[Opening Input data section]
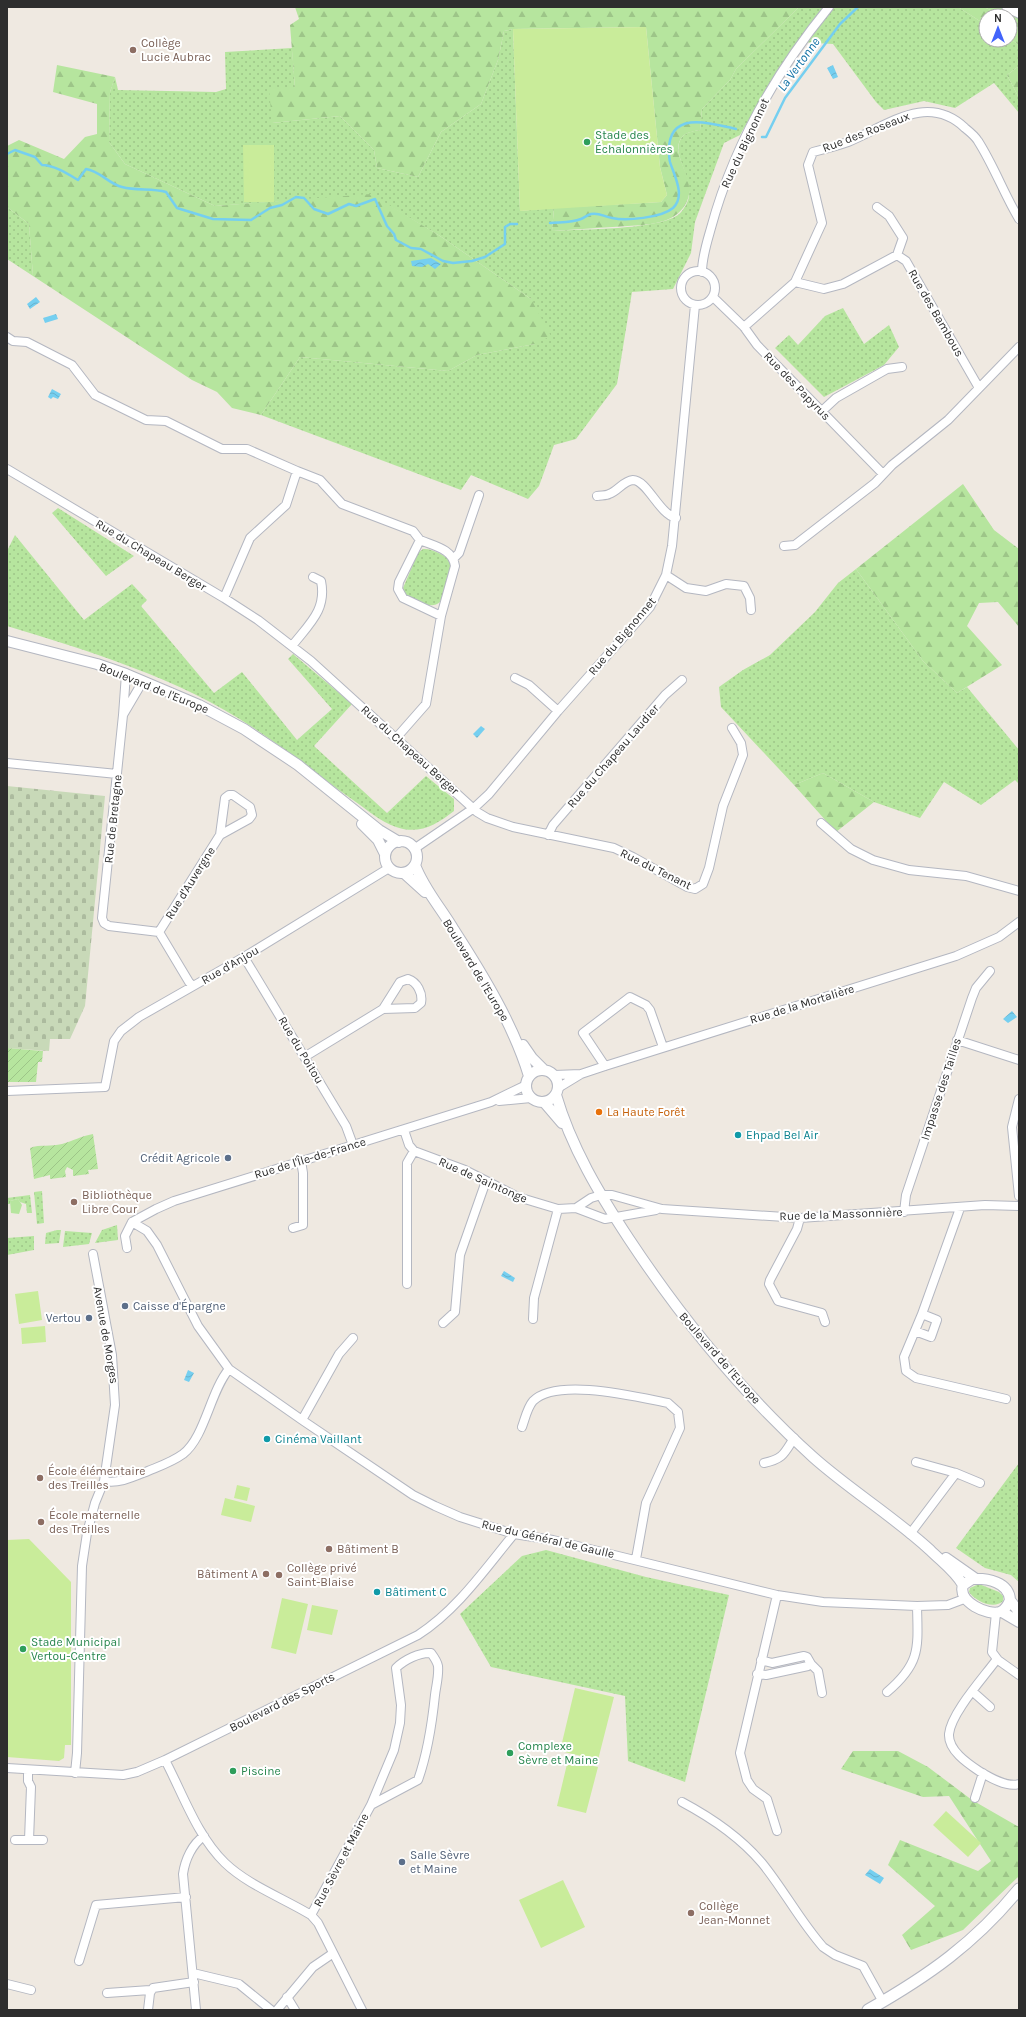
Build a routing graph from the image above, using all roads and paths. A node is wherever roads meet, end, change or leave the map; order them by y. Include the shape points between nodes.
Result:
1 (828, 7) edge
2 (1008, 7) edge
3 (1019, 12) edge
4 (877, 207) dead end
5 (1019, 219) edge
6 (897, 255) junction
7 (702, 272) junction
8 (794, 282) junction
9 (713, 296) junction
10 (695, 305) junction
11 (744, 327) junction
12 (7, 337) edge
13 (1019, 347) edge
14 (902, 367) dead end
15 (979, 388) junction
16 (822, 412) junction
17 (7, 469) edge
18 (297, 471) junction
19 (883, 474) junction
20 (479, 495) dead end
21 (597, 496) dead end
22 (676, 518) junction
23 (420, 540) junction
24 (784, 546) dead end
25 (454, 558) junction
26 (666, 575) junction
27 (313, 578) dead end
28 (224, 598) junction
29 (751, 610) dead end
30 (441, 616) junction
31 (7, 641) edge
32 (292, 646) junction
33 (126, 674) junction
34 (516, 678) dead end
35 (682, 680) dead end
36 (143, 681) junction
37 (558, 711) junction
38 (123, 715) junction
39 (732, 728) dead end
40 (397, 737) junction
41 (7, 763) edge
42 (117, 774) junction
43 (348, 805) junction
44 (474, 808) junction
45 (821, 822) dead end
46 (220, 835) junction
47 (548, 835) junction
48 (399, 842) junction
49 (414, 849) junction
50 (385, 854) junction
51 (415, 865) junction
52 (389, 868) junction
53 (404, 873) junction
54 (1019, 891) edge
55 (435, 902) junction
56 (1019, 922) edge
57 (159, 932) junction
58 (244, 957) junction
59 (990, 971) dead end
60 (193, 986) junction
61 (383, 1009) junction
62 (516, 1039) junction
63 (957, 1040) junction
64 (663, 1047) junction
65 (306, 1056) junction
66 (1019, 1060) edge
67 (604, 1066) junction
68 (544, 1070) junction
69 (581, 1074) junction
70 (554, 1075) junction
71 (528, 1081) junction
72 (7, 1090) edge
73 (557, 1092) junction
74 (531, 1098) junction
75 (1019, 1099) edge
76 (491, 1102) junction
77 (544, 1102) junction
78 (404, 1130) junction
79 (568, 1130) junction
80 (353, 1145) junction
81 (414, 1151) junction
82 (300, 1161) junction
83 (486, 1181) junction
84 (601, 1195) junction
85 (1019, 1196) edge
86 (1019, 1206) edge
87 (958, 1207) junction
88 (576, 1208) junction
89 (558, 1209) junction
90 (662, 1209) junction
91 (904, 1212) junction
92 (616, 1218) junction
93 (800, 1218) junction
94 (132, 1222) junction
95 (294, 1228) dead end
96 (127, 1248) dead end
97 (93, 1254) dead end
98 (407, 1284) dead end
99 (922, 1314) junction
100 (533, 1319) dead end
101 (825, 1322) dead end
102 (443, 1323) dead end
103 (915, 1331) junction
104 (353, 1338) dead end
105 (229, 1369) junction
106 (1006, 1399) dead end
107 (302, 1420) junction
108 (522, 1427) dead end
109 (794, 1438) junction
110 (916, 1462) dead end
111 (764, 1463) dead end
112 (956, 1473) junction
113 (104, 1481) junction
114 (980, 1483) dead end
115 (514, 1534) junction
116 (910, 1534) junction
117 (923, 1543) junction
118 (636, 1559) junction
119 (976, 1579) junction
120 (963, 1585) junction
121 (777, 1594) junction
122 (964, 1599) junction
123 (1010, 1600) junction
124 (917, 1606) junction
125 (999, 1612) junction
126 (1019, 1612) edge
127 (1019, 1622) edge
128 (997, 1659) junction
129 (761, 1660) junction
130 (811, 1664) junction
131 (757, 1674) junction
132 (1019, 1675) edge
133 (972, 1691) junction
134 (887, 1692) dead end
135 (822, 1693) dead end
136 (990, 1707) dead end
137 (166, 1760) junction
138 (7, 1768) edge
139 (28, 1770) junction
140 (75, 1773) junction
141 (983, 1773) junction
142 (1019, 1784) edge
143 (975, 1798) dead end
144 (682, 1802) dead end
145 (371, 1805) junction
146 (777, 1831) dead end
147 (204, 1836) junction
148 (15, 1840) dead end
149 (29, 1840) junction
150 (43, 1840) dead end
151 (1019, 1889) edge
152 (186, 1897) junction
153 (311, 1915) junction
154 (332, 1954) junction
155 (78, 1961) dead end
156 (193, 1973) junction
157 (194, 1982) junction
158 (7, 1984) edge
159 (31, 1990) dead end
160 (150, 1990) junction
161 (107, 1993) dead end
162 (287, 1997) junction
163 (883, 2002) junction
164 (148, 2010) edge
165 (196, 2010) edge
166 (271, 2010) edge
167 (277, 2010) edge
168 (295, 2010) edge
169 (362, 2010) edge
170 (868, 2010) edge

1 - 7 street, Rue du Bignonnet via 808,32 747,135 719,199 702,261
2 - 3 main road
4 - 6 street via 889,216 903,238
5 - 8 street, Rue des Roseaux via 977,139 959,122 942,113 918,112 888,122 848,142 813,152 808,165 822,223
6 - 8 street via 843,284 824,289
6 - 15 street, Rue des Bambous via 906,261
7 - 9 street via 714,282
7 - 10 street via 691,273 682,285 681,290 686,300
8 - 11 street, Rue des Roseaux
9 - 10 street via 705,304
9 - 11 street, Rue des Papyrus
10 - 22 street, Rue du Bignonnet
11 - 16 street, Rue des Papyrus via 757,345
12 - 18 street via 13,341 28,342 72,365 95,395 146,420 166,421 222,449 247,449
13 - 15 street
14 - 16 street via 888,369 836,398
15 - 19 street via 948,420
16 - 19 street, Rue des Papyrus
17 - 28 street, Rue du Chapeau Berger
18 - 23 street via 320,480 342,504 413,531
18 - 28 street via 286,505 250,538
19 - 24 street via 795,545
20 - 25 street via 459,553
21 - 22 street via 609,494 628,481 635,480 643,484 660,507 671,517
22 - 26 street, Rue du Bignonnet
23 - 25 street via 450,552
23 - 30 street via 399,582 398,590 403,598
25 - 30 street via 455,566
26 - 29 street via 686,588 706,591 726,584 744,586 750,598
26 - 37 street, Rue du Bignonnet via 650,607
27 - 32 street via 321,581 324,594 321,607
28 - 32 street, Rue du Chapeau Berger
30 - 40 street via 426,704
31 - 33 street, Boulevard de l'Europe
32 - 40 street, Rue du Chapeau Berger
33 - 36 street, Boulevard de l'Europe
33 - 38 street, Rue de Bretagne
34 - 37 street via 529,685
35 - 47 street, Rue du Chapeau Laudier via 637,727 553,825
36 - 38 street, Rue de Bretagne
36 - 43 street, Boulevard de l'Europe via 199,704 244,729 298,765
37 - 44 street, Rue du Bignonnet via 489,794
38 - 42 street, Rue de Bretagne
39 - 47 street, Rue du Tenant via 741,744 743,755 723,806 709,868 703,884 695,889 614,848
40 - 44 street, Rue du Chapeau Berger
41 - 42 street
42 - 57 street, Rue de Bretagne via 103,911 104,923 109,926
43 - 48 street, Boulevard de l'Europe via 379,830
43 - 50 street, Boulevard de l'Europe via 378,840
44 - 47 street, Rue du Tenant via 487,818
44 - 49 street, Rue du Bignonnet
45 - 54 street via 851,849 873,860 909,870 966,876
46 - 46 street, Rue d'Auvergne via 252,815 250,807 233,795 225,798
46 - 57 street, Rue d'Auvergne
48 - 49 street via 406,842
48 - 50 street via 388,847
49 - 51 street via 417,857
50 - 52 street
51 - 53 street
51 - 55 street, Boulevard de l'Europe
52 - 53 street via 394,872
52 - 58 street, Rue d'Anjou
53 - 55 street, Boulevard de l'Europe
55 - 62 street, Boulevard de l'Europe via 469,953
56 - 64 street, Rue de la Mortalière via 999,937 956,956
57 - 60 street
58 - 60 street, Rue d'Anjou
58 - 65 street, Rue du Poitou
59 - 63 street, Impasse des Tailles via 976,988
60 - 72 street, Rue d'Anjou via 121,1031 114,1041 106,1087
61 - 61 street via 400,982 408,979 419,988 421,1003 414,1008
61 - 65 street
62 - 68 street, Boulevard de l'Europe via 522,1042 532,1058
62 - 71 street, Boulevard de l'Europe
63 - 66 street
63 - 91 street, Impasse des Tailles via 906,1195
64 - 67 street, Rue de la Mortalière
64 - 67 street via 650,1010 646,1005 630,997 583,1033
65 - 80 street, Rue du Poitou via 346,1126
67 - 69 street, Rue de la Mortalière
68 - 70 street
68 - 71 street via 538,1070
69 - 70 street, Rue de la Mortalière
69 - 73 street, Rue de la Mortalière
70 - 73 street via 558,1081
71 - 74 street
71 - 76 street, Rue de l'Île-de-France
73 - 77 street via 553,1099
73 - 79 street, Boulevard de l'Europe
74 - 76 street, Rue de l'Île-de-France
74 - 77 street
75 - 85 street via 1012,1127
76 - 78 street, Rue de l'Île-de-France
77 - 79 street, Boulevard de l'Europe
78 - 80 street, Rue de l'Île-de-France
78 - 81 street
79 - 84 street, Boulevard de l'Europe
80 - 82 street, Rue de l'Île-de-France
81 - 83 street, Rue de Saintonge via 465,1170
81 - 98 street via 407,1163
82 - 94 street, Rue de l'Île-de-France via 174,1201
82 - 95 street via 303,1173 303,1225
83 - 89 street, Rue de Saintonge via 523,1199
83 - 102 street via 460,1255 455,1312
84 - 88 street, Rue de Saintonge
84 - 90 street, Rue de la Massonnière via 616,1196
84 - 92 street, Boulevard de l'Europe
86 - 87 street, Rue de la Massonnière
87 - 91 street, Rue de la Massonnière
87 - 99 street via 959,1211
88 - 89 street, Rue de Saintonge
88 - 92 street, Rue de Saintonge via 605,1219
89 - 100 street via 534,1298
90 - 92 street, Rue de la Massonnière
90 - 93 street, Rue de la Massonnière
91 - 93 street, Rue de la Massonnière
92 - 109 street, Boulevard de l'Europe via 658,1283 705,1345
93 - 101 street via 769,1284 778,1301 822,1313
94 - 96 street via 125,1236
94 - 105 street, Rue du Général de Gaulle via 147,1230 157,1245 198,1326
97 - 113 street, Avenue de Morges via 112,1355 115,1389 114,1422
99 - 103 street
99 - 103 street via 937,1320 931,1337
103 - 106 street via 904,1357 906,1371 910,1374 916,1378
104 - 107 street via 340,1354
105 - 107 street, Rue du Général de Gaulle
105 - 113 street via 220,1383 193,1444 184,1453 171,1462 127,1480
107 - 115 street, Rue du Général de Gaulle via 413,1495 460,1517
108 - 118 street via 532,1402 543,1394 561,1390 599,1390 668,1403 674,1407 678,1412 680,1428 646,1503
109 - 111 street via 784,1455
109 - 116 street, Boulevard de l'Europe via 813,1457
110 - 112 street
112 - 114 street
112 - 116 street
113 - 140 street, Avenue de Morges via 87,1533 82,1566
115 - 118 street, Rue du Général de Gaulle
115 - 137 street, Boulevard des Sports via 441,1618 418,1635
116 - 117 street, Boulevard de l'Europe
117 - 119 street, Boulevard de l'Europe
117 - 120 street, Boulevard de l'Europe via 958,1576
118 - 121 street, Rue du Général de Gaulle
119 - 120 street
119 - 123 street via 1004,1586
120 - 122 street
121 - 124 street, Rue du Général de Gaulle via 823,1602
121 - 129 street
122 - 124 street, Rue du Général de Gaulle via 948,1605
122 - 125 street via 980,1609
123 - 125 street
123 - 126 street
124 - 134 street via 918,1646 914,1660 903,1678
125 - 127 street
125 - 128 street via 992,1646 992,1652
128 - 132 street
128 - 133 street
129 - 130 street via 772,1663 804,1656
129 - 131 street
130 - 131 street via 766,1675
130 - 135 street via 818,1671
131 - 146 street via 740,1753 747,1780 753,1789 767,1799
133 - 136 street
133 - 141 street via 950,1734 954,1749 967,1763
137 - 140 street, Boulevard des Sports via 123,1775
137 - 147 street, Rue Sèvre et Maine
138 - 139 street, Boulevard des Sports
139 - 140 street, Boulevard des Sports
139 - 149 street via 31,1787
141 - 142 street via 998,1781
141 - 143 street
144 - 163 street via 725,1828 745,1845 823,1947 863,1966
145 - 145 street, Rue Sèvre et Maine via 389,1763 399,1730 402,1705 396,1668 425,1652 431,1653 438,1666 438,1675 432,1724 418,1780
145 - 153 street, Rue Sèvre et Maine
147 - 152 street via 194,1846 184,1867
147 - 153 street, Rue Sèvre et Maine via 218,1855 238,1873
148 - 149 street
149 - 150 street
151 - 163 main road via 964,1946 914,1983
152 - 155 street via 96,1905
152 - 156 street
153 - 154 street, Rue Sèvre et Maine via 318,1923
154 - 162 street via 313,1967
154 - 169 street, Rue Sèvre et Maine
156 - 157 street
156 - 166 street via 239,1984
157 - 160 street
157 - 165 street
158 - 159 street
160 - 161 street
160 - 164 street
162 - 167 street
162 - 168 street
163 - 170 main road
[Closing Input data section]
[Opening Input data section]
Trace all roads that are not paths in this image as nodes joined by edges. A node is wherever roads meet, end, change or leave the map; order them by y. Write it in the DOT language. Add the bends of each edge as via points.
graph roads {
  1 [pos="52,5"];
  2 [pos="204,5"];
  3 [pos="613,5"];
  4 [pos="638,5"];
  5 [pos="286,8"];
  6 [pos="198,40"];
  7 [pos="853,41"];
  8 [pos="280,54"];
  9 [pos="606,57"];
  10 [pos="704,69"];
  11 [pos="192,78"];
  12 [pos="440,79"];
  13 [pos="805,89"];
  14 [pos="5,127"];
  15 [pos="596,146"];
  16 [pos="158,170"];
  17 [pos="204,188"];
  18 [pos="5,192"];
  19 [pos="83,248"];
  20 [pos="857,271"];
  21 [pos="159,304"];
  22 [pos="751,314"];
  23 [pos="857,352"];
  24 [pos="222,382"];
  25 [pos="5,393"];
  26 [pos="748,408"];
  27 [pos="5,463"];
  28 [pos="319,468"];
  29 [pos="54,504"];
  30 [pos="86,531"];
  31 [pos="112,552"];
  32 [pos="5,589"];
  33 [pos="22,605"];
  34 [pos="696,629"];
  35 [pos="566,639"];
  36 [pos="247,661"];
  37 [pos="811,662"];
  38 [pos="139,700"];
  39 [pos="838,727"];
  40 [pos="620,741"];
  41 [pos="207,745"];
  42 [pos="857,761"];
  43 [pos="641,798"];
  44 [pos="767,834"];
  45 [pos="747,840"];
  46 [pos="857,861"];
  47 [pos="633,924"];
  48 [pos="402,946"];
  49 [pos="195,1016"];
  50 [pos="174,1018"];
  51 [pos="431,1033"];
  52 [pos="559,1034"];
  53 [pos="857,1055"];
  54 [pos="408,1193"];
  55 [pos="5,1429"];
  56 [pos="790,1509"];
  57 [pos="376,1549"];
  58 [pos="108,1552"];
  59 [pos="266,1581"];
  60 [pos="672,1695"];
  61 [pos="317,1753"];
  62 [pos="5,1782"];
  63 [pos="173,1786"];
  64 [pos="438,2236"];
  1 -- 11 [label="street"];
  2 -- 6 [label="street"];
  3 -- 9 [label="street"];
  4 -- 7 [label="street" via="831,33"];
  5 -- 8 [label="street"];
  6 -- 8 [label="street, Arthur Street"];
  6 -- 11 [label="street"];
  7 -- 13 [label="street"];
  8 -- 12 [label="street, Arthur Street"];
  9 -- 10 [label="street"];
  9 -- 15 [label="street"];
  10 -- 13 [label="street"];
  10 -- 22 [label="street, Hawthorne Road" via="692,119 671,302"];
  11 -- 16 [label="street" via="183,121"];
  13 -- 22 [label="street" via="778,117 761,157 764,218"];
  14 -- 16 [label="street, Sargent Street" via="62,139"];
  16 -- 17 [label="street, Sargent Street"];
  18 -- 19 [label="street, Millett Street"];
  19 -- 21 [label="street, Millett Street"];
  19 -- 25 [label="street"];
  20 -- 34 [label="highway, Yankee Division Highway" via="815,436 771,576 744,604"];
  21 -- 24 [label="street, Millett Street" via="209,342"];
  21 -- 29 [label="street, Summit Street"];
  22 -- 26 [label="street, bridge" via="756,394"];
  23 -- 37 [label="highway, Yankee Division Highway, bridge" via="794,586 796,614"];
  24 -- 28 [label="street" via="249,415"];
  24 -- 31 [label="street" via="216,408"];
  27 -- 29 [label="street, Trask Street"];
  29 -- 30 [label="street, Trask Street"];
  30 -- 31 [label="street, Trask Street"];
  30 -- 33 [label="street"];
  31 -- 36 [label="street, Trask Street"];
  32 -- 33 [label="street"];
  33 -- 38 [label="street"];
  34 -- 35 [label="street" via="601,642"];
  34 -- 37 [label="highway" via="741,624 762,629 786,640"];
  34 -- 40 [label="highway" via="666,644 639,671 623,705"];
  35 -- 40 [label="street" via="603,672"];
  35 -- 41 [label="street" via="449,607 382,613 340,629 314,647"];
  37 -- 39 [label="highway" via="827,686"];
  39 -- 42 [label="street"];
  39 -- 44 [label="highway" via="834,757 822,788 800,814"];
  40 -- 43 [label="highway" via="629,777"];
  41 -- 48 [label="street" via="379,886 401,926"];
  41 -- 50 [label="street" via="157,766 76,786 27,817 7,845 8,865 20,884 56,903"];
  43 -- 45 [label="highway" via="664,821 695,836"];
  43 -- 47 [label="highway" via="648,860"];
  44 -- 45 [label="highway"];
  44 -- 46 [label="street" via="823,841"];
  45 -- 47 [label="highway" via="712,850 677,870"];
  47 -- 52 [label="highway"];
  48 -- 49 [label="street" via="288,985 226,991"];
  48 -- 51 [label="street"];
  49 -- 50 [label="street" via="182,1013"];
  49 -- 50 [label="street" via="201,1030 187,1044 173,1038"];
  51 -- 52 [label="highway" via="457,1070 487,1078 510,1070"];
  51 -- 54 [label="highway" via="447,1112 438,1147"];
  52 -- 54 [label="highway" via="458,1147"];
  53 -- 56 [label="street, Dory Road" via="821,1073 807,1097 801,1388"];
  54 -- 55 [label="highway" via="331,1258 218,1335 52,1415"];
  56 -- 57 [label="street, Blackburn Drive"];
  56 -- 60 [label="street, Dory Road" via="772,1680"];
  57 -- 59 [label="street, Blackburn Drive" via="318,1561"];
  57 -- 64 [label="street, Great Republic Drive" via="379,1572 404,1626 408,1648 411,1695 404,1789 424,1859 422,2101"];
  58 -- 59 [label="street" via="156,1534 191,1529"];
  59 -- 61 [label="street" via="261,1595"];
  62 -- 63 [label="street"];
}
[Closing Input data section]
> [Exercise objective] Among the lines of the listing, count those holding the string "Dory" and reply with the count only.

> [Solved problem] 2